The entries below should be written out again exactly as they stand.

•••••

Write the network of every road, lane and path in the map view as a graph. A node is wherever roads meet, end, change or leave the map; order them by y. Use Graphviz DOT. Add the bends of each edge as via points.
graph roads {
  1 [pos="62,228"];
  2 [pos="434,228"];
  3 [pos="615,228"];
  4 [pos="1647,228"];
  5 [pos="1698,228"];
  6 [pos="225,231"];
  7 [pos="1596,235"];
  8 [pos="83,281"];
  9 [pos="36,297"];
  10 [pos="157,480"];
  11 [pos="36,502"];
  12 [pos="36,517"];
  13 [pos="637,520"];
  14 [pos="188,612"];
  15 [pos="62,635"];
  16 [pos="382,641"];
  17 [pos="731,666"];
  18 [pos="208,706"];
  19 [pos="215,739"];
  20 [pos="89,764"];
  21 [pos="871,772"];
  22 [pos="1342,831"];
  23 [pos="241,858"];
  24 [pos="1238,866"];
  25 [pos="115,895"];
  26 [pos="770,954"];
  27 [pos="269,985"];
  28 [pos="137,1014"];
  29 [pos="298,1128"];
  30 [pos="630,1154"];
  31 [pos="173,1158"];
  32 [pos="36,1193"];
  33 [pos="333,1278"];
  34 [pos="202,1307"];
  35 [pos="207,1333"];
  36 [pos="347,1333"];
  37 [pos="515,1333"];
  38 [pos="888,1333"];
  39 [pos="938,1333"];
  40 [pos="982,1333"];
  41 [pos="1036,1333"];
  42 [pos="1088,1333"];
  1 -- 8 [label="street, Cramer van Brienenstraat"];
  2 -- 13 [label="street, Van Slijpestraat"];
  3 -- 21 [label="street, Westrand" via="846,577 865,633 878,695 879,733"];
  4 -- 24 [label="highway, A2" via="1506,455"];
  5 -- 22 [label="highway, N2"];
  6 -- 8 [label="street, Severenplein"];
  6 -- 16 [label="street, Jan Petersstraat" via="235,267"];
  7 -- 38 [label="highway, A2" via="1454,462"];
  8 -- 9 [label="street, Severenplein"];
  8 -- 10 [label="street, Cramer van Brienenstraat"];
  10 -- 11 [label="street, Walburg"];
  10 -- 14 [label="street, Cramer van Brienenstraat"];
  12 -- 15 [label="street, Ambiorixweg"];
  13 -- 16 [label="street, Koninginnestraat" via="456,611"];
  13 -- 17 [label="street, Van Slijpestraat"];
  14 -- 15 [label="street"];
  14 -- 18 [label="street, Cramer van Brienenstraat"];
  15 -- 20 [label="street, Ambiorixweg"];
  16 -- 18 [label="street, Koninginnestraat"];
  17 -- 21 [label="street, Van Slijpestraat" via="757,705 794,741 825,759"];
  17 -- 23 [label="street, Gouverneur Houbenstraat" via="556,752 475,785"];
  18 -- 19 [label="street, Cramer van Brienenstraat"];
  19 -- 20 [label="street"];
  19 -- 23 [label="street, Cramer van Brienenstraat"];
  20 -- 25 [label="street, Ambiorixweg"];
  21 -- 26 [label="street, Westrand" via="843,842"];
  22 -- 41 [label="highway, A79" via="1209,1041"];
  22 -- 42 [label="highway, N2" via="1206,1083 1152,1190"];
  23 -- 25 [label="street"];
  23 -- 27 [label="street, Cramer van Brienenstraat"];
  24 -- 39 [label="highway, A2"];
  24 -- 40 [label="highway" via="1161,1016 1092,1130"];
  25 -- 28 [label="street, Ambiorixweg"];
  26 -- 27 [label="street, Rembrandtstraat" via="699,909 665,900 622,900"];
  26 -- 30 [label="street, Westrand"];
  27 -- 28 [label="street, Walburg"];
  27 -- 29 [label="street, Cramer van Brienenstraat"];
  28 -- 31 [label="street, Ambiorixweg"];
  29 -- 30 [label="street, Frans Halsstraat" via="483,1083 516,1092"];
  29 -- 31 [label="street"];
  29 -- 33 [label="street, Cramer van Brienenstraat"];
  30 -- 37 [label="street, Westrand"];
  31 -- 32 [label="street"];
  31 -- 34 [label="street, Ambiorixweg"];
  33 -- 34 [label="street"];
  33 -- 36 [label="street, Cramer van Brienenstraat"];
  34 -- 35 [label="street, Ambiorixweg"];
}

•••••

Answer section
Write the network of every road, lane and path in the map view as a graph. A node is wherever roads meet, end, change or leave the map; order them by y. Use Graphviz DOT. Add the bends of each edge as via points.
graph roads {
  1 [pos="62,228"];
  2 [pos="434,228"];
  3 [pos="615,228"];
  4 [pos="1647,228"];
  5 [pos="1698,228"];
  6 [pos="225,231"];
  7 [pos="1596,235"];
  8 [pos="83,281"];
  9 [pos="36,297"];
  10 [pos="157,480"];
  11 [pos="36,502"];
  12 [pos="36,517"];
  13 [pos="637,520"];
  14 [pos="188,612"];
  15 [pos="62,635"];
  16 [pos="382,641"];
  17 [pos="731,666"];
  18 [pos="208,706"];
  19 [pos="215,739"];
  20 [pos="89,764"];
  21 [pos="871,772"];
  22 [pos="1342,831"];
  23 [pos="241,858"];
  24 [pos="1238,866"];
  25 [pos="115,895"];
  26 [pos="770,954"];
  27 [pos="269,985"];
  28 [pos="137,1014"];
  29 [pos="298,1128"];
  30 [pos="630,1154"];
  31 [pos="173,1158"];
  32 [pos="36,1193"];
  33 [pos="333,1278"];
  34 [pos="202,1307"];
  35 [pos="207,1333"];
  36 [pos="347,1333"];
  37 [pos="515,1333"];
  38 [pos="888,1333"];
  39 [pos="938,1333"];
  40 [pos="982,1333"];
  41 [pos="1036,1333"];
  42 [pos="1088,1333"];
  1 -- 8 [label="street, Cramer van Brienenstraat"];
  2 -- 13 [label="street, Van Slijpestraat"];
  3 -- 21 [label="street, Westrand" via="846,577 865,633 878,695 879,733"];
  4 -- 24 [label="highway, A2" via="1506,455"];
  5 -- 22 [label="highway, N2"];
  6 -- 8 [label="street, Severenplein"];
  6 -- 16 [label="street, Jan Petersstraat" via="235,267"];
  7 -- 38 [label="highway, A2" via="1454,462"];
  8 -- 9 [label="street, Severenplein"];
  8 -- 10 [label="street, Cramer van Brienenstraat"];
  10 -- 11 [label="street, Walburg"];
  10 -- 14 [label="street, Cramer van Brienenstraat"];
  12 -- 15 [label="street, Ambiorixweg"];
  13 -- 16 [label="street, Koninginnestraat" via="456,611"];
  13 -- 17 [label="street, Van Slijpestraat"];
  14 -- 15 [label="street"];
  14 -- 18 [label="street, Cramer van Brienenstraat"];
  15 -- 20 [label="street, Ambiorixweg"];
  16 -- 18 [label="street, Koninginnestraat"];
  17 -- 21 [label="street, Van Slijpestraat" via="757,705 794,741 825,759"];
  17 -- 23 [label="street, Gouverneur Houbenstraat" via="556,752 475,785"];
  18 -- 19 [label="street, Cramer van Brienenstraat"];
  19 -- 20 [label="street"];
  19 -- 23 [label="street, Cramer van Brienenstraat"];
  20 -- 25 [label="street, Ambiorixweg"];
  21 -- 26 [label="street, Westrand" via="843,842"];
  22 -- 41 [label="highway, A79" via="1209,1041"];
  22 -- 42 [label="highway, N2" via="1206,1083 1152,1190"];
  23 -- 25 [label="street"];
  23 -- 27 [label="street, Cramer van Brienenstraat"];
  24 -- 39 [label="highway, A2"];
  24 -- 40 [label="highway" via="1161,1016 1092,1130"];
  25 -- 28 [label="street, Ambiorixweg"];
  26 -- 27 [label="street, Rembrandtstraat" via="699,909 665,900 622,900"];
  26 -- 30 [label="street, Westrand"];
  27 -- 28 [label="street, Walburg"];
  27 -- 29 [label="street, Cramer van Brienenstraat"];
  28 -- 31 [label="street, Ambiorixweg"];
  29 -- 30 [label="street, Frans Halsstraat" via="483,1083 516,1092"];
  29 -- 31 [label="street"];
  29 -- 33 [label="street, Cramer van Brienenstraat"];
  30 -- 37 [label="street, Westrand"];
  31 -- 32 [label="street"];
  31 -- 34 [label="street, Ambiorixweg"];
  33 -- 34 [label="street"];
  33 -- 36 [label="street, Cramer van Brienenstraat"];
  34 -- 35 [label="street, Ambiorixweg"];
}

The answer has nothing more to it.